The air from the vents never stayed cold long enough for the thermometer I stuck in there to register a real change. The cool air coming from the vents at speed was between 75 and 80F. Didn't really matter if it was on Recirculation or not, or if I had the rear cabin A/C going or not.

Plugged the sensor back in, and the cool air was somewhat less cool at a speed. This was expected.

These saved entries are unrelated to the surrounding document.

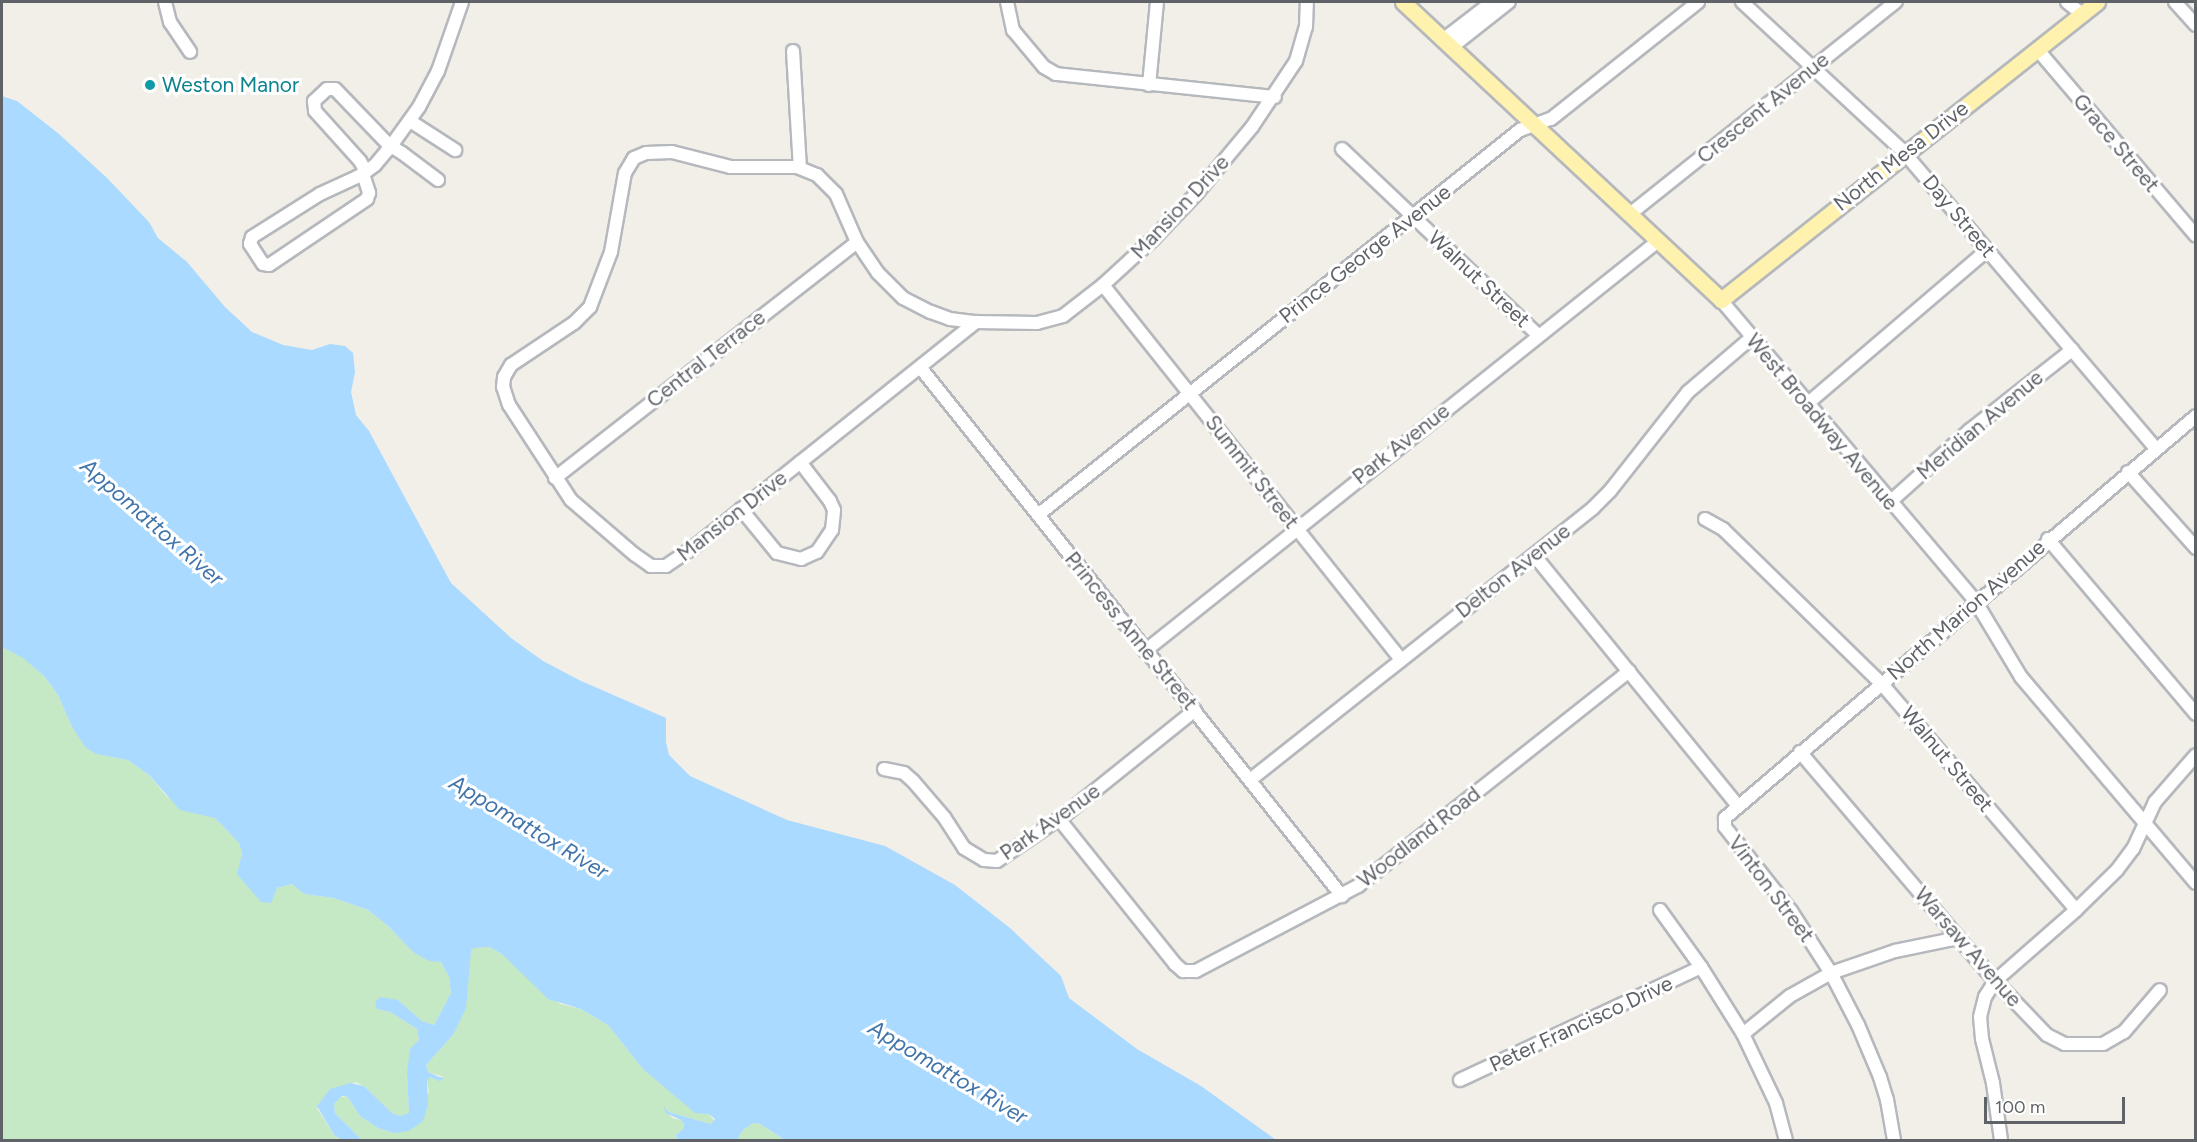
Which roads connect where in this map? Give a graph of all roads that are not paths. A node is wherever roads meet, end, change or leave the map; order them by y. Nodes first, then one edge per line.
1 (165, 2) edge
2 (462, 2) edge
3 (1007, 2) edge
4 (1157, 2) edge
5 (1307, 2) edge
6 (1403, 2) edge
7 (1492, 2) edge
8 (1509, 2) edge
9 (1698, 2) edge
10 (1742, 2) edge
11 (1896, 2) edge
12 (2067, 2) edge
13 (2097, 2) edge
14 (2175, 2) edge
15 (2082, 14) junction
16 (2196, 25) edge
17 (1449, 43) junction
18 (2037, 49) junction
19 (792, 51) dead end
20 (190, 52) dead end
21 (1813, 67) junction
22 (1149, 85) junction
23 (1275, 97) junction
24 (410, 122) junction
25 (1534, 123) junction
26 (391, 146) junction
27 (1342, 149) dead end
28 (455, 150) dead end
29 (1905, 153) junction
30 (800, 168) junction
31 (363, 174) junction
32 (438, 180) dead end
33 (1630, 214) junction
34 (1412, 216) junction
35 (2196, 236) edge
36 (1658, 241) junction
37 (857, 242) junction
38 (1987, 250) junction
39 (1103, 285) junction
40 (1720, 300) junction
41 (976, 322) junction
42 (1538, 335) junction
43 (1751, 338) junction
44 (2072, 350) junction
45 (920, 367) junction
46 (1190, 393) junction
47 (1807, 404) junction
48 (2196, 416) edge
49 (2156, 449) junction
50 (800, 462) junction
51 (2128, 472) junction
52 (555, 478) junction
53 (1890, 502) junction
54 (741, 508) junction
55 (1038, 515) junction
56 (1705, 519) dead end
57 (1297, 528) junction
58 (2049, 540) junction
59 (2196, 549) edge
60 (1534, 555) junction
61 (1976, 602) junction
62 (1145, 651) junction
63 (1401, 660) junction
64 (1629, 671) junction
65 (1881, 683) junction
66 (1195, 710) junction
67 (2196, 714) edge
68 (1800, 752) junction
69 (2196, 755) edge
70 (884, 769) dead end
71 (1250, 780) junction
72 (1738, 806) junction
73 (1059, 819) junction
74 (2145, 824) junction
75 (2196, 883) edge
76 (1342, 896) junction
77 (1660, 910) dead end
78 (2076, 910) junction
79 (1958, 938) junction
80 (1701, 967) junction
81 (1831, 973) junction
82 (1995, 981) junction
83 (2160, 990) dead end
84 (1743, 1034) junction
85 (1460, 1080) dead end
86 (1786, 1140) edge
87 (1894, 1140) edge
88 (2001, 1140) edge

1 - 20 street
2 - 24 street
3 - 22 street
4 - 22 street
5 - 23 street, Mansion Drive
6 - 17 main road, West Broadway Avenue
7 - 17 street
8 - 17 street
9 - 25 street, Prince George Avenue
10 - 21 street, Day Street
11 - 21 street, Crescent Avenue
12 - 15 street
13 - 15 main road, North Mesa Drive
14 - 16 street
15 - 18 main road, North Mesa Drive
17 - 25 main road, West Broadway Avenue
18 - 29 main road, North Mesa Drive
18 - 35 street, Grace Street
19 - 30 street
21 - 29 street, Day Street
21 - 33 street, Crescent Avenue
22 - 23 street
23 - 39 street, Mansion Drive
24 - 26 street
24 - 28 street
25 - 33 main road, West Broadway Avenue
25 - 34 street, Prince George Avenue
26 - 31 street
26 - 31 street
26 - 32 street
27 - 34 street, Walnut Street
29 - 38 street, Day Street
29 - 40 main road, North Mesa Drive
30 - 37 street, Mansion Drive
30 - 52 street, Mansion Drive
31 - 31 street
33 - 36 main road, West Broadway Avenue
34 - 42 street, Walnut Street
34 - 46 street, Prince George Avenue
36 - 40 main road, West Broadway Avenue
36 - 42 street, Park Avenue
37 - 41 street, Mansion Drive
37 - 52 street, Central Terrace
38 - 44 street, Day Street
38 - 47 street
39 - 41 street, Mansion Drive
39 - 46 street, Summit Street
40 - 43 street, West Broadway Avenue
41 - 45 street, Mansion Drive
42 - 57 street, Park Avenue
43 - 47 street, West Broadway Avenue
43 - 60 street, Delton Avenue
44 - 49 street, Day Street
44 - 53 street, Meridian Avenue
45 - 50 street, Mansion Drive
45 - 55 street, Princess Anne Street
46 - 55 street, Prince George Avenue
46 - 57 street, Summit Street
47 - 53 street, West Broadway Avenue
48 - 49 street, North Marion Avenue
49 - 51 street, North Marion Avenue
50 - 54 street, Mansion Drive
50 - 54 street
51 - 58 street, North Marion Avenue
51 - 59 street
52 - 54 street, Mansion Drive
53 - 61 street, West Broadway Avenue
55 - 62 street, Princess Anne Street
56 - 65 street, Walnut Street
57 - 62 street, Park Avenue
57 - 63 street, Summit Street
58 - 61 street, North Marion Avenue
58 - 67 street
60 - 63 street, Delton Avenue
60 - 64 street, Vinton Street
61 - 65 street, North Marion Avenue
61 - 74 street, West Broadway Avenue
62 - 66 street, Princess Anne Street
63 - 71 street, Delton Avenue
64 - 72 street, Vinton Street
64 - 76 street, Woodland Road
65 - 68 street, North Marion Avenue
65 - 78 street, Walnut Street
66 - 71 street, Princess Anne Street
66 - 73 street, Park Avenue
68 - 72 street, North Marion Avenue
68 - 79 street, Warsaw Avenue
69 - 74 street
70 - 73 street, Park Avenue
71 - 76 street, Princess Anne Street
72 - 81 street, Vinton Street
73 - 76 street, Woodland Road
74 - 75 street, West Broadway Avenue
74 - 78 street
77 - 80 street
78 - 82 street
79 - 81 street
79 - 82 street, Warsaw Avenue
80 - 84 street
80 - 85 street, Peter Francisco Drive
81 - 84 street
81 - 87 street, Vinton Street
82 - 83 street, Warsaw Avenue
82 - 88 street
84 - 86 street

I know the system doesn't (or didn't) leak as it was vacuum tested late last year and it held vacuum fine for an hour. I'm assuming it is properly charged but I didn't fill it so I really can't say, and I don't know what pressures I should be seeing on the high and low sides to know if it is ( have a gauge manifold and can check it). But based on how its acting I'm guessing its either a low charge or a bad compressor? The compressor does engage and disengage like it should, but where on most vehicles you get an audible click or clunk when the compressor comes on mine will only show a momentary decrease in engine RPM for half a second (no sound from the compressor kicking in). Or possibly it has too much oil in it? I know the guy that filled it last "gave it a shot of oil" so maybe it has too much in the system? Again I don't know as A/C isn't one of my stronger subjects. I know most of the parts and what they do for an A/C system and generally how it works, but that's about as far as my A/C knowledge goes.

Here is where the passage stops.